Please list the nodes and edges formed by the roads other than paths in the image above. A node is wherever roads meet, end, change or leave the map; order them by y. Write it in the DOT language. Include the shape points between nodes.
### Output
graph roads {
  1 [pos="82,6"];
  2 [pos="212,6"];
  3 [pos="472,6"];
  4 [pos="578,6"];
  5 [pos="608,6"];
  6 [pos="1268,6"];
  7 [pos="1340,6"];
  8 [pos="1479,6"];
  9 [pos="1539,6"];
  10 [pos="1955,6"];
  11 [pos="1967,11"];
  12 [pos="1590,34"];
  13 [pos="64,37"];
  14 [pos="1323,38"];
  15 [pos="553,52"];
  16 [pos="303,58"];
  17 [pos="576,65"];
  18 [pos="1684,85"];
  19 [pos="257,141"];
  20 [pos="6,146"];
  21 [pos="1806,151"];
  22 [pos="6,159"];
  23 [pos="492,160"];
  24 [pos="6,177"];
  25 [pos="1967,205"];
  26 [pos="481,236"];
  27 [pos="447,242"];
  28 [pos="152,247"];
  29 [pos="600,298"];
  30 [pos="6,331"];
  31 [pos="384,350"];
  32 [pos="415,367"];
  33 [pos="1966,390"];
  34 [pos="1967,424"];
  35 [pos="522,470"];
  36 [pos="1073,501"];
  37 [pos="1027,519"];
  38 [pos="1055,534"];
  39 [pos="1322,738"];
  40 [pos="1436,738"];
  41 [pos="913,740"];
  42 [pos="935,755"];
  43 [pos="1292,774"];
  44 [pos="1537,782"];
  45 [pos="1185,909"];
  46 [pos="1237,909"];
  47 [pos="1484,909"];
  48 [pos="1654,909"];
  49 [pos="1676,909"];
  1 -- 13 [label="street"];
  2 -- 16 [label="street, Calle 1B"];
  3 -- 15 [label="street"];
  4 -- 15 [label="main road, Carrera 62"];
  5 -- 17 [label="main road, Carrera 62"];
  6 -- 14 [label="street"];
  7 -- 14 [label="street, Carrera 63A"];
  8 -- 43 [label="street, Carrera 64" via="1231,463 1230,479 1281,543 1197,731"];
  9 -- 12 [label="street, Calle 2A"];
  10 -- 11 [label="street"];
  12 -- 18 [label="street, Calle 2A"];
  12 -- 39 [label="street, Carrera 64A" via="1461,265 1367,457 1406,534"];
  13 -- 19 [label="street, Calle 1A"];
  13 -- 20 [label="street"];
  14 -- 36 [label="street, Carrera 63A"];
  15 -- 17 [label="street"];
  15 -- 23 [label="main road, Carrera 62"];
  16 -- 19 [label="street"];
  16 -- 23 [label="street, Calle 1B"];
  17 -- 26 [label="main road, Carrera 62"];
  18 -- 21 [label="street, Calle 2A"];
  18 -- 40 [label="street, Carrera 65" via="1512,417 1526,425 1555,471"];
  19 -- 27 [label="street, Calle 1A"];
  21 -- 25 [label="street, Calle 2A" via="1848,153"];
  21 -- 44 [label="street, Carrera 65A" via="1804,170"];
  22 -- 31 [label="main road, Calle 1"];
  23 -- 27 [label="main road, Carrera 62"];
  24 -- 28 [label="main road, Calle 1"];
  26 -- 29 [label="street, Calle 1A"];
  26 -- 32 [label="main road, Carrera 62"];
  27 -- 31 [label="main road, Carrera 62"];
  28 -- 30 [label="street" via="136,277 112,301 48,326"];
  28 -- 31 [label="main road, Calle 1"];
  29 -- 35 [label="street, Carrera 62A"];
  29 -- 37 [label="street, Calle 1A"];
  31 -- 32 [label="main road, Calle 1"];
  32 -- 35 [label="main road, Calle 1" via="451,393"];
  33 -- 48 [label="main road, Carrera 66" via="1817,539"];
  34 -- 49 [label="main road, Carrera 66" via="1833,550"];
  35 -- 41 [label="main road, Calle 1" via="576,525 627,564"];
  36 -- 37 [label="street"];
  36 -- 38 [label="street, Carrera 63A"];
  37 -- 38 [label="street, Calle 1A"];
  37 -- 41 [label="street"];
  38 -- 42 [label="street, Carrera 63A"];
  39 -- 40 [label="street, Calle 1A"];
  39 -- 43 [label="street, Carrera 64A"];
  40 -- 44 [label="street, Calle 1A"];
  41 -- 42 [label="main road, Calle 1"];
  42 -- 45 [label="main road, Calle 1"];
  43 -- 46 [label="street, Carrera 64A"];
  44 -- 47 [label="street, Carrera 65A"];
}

What to produce: Only the lines above that include the word "roads" belong in the answer; copy each one.

Response area:
Please list the nodes and edges formed by the roads other than paths in the image above. A node is wherever roads meet, end, change or leave the map; order them by y. Write it in the DOT language. Include the shape points between nodes.
graph roads {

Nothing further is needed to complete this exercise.